WHAT TO WORK ON :: The answer must be one number: how many lines in the records below contain the string "Rakh".
MATERIAL TO PROCESS section start
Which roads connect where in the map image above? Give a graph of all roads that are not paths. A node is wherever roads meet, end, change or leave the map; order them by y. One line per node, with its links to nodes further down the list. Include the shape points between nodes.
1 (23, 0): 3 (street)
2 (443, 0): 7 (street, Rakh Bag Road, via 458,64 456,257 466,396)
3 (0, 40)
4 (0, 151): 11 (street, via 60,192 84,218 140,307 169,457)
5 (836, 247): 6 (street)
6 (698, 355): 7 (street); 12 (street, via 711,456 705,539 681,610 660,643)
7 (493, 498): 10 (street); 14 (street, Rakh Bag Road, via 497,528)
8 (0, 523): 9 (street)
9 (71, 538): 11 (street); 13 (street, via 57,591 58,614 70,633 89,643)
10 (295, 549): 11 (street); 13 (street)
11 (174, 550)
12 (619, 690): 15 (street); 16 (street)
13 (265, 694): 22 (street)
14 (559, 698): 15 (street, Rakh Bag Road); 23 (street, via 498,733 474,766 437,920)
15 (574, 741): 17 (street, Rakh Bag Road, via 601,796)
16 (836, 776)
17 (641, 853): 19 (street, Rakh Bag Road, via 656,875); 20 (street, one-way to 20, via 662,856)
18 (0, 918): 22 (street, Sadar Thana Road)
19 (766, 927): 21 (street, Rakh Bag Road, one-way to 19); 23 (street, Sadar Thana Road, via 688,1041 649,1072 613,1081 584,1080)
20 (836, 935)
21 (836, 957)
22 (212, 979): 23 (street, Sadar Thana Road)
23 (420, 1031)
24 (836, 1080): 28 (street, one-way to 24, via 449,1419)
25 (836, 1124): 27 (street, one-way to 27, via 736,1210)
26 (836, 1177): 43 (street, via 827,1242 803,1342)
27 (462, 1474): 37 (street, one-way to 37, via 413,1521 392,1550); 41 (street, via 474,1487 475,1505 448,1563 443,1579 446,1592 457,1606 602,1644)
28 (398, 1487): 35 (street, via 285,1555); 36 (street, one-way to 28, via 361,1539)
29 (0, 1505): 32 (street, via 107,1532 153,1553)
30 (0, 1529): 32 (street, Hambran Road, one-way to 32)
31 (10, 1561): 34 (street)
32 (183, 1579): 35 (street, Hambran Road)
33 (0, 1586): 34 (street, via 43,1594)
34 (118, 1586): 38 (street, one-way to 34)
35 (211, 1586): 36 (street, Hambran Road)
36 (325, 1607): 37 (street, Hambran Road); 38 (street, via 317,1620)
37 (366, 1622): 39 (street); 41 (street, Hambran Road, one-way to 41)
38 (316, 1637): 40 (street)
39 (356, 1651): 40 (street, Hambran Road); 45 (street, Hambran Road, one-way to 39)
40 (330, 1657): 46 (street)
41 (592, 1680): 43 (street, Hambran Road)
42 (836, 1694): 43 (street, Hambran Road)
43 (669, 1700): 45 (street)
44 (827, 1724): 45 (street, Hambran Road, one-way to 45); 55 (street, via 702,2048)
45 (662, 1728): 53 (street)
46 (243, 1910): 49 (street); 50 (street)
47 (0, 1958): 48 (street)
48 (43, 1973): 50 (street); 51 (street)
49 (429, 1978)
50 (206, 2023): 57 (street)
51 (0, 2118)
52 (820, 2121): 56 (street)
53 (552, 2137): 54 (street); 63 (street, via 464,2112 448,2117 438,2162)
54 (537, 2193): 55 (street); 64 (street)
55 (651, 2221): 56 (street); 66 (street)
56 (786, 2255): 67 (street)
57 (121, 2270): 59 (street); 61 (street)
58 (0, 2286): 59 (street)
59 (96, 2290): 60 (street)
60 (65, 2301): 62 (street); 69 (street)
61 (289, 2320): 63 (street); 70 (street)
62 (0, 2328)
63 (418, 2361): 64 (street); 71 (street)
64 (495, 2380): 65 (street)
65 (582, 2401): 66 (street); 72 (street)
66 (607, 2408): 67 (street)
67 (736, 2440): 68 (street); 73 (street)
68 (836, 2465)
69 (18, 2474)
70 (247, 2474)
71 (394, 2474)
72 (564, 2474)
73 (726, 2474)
MATERIAL TO PROCESS section end
RESPONSE TO THE EXERCISE :: 6